И бывший мушкетер рассказал королю о коварных планах дочери де Бренвилье, о том, что она собирается отомстить за свою мать, о том, как она явилась в Мадрид на собрание представителей Большого альянса, о ее деяниях в лагере де Вандома, куда она прибыла вместе с мужем де Мовуазеном, о ее вероятном участии в смерти последнего; наконец о ее ненависти к господину де Жюссаку и к его жене. И разъяснил наконец, каким образом произошла роковая ошибка, унесшая жизнь молодой принцессы.
Людовик слушал с каменным лицом. Когда господин д’Аламеда умолк, король обратился к господину де ла Рейни:
– Вы всё слышали. Дело это, кажется, в вашем ведении. И мы удивлены, что эта женщина свободно вершит свои подлые дела под носом у французского правосудия.
– Сир, – пробормотал генерал-лейтенант, – злодейка давно была бы в тюрьме, если бы не высокое покровительство…
Людовик сурово прервал его:
– Сударь, любое покровительство ничто перед законом… Мы не хотим знать ее доброжелателей, потому что иначе должны будем выразить им свое весьма немалое недовольство… Мадам де Мовуазен нужно задержать и начать расследование безотлагательно.
Мадам де Ментенон с тревогой смотрела на господина дю Мэна. Он подошел к ней.
– Успокойтесь, – ответил он на немой вопрос, – она ничего не скажет.
ЗАКЛЮЧЕНИЕ
В доме на улице Деревянной Шпаги Арманда де Сент-Круа, съежившись, сидела в кресле, погруженная в глубокие думы. С тех пор как она узнала, что герцогиня Бургундская скончалась вместо той, которая должна была погибнуть, тень не сходила с ее лица.
Наступила ночь. Темнота мало-помалу поглотила большую комнату, эту лабораторию смертельных снадобий, и только в слабом лунном свете, едва пробивавшемся сквозь тяжелые портьеры, блестели глаза дочери де Бренвилье.
Вошел Зоппи и поставил лампу на стол.
– Распорядится ли мадам принести ужин? – спросил он.
– Нет-нет, я совсем не хочу есть. У меня, должно быть, лихорадка… Принеси только мой обычный оранжад…
– Сию минуту, мадам.
Маленький человечек вышел. Арманда вскочила.
– Ну, – пробормотала, проведя дрожащей рукой по черным волосам, – ну, начинается…
Итальянец вернулся и поставил около лампы поднос с графином и стаканом. Женщина на три четверти наполнила стакан прохладным напитком, а Зоппи украдкой смотрел на нее и чувствовал, как холодеет его спина. Но Арманда его не замечала, ей было не до Зоппи. В тот момент, когда она поднесла напиток к губам, дверь распахнулась и в комнату вошел человек.
Арманда вскрикнула и поставила стакан на поднос. Пошатнувшись, дрожащими пальцами она ухватилась за стол. В неожиданном посетителе она узнала Элиона де Жюссака.
– Зачем вы пришли сюда, сударь? – спросила Арманда.
– Увы, мадам, – произнес дворянин печально, – должен объявить, что вы обречены. – Он посмотрел ей прямо в глаза. – Ваше положение безнадежно.
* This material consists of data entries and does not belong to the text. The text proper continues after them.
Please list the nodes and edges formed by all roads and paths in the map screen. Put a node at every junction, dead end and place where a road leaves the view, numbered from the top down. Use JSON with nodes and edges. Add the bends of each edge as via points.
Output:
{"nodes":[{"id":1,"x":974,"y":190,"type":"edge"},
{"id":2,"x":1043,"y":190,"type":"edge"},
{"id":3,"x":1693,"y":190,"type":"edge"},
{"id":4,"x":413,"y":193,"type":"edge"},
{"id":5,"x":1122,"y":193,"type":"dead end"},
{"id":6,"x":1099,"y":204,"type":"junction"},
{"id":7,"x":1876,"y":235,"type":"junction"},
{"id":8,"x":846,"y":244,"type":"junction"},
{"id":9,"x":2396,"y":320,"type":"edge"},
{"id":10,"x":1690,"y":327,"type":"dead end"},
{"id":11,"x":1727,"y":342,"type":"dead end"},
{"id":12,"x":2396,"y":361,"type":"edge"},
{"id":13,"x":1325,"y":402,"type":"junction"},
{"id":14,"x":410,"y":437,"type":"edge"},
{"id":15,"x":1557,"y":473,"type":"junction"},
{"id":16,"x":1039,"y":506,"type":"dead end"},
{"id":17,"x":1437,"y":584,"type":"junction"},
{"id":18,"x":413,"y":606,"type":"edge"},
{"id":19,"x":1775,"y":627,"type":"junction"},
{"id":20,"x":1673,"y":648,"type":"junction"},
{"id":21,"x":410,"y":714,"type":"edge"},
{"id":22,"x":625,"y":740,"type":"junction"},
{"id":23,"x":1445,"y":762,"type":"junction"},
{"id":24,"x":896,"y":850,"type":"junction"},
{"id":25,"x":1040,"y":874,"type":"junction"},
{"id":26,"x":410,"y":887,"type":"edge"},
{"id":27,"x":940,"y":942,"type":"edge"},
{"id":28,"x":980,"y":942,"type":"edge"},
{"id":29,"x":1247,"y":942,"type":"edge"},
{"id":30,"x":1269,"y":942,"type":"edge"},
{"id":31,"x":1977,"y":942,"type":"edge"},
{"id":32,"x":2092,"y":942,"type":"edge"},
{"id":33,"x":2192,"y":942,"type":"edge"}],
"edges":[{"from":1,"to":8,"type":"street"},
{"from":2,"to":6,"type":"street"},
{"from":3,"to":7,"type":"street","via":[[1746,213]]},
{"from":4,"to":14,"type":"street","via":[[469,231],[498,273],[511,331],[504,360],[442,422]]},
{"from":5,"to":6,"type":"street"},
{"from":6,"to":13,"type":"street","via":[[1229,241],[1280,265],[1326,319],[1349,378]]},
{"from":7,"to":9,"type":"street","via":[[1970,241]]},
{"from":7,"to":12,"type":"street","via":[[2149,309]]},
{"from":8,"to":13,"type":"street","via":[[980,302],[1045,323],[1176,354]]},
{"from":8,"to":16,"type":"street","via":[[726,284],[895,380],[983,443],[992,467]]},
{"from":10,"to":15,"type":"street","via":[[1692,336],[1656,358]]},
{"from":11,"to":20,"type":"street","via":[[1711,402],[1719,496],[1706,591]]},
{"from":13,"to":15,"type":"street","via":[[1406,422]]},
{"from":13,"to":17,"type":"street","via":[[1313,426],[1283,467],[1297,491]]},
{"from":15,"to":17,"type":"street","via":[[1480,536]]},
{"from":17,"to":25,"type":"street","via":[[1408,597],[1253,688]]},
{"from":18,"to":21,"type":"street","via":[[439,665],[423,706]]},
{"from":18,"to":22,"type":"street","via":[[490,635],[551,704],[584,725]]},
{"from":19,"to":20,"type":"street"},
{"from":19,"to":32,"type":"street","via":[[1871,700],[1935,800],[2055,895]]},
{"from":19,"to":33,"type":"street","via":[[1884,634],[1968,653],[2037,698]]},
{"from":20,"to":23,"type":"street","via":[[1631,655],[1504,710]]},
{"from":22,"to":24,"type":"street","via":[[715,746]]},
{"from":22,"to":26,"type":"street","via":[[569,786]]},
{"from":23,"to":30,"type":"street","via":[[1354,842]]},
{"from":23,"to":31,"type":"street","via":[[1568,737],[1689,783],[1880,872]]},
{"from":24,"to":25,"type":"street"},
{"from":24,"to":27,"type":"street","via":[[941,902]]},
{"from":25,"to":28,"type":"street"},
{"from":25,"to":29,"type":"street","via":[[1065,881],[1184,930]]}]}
Мертвенно-бледная, со сведенными от ужаса губами, она не отрывала от него глаз. Так Макбет смотрел на призрак Банко, так осужденный ловит каждое движение палача…
– Король все знает, – продолжал крестник Арамиса. – Он знает, с кого нужно спросить за смерть любимой невестки. Приказ отдан. Люди де ла Рейни будут здесь с минуты на минуту, а завтра вы предстанете перед судьями, не ведающими жалости.
– О нет! Ошибаетесь, – сказала Арманда. – Друзья защитят меня…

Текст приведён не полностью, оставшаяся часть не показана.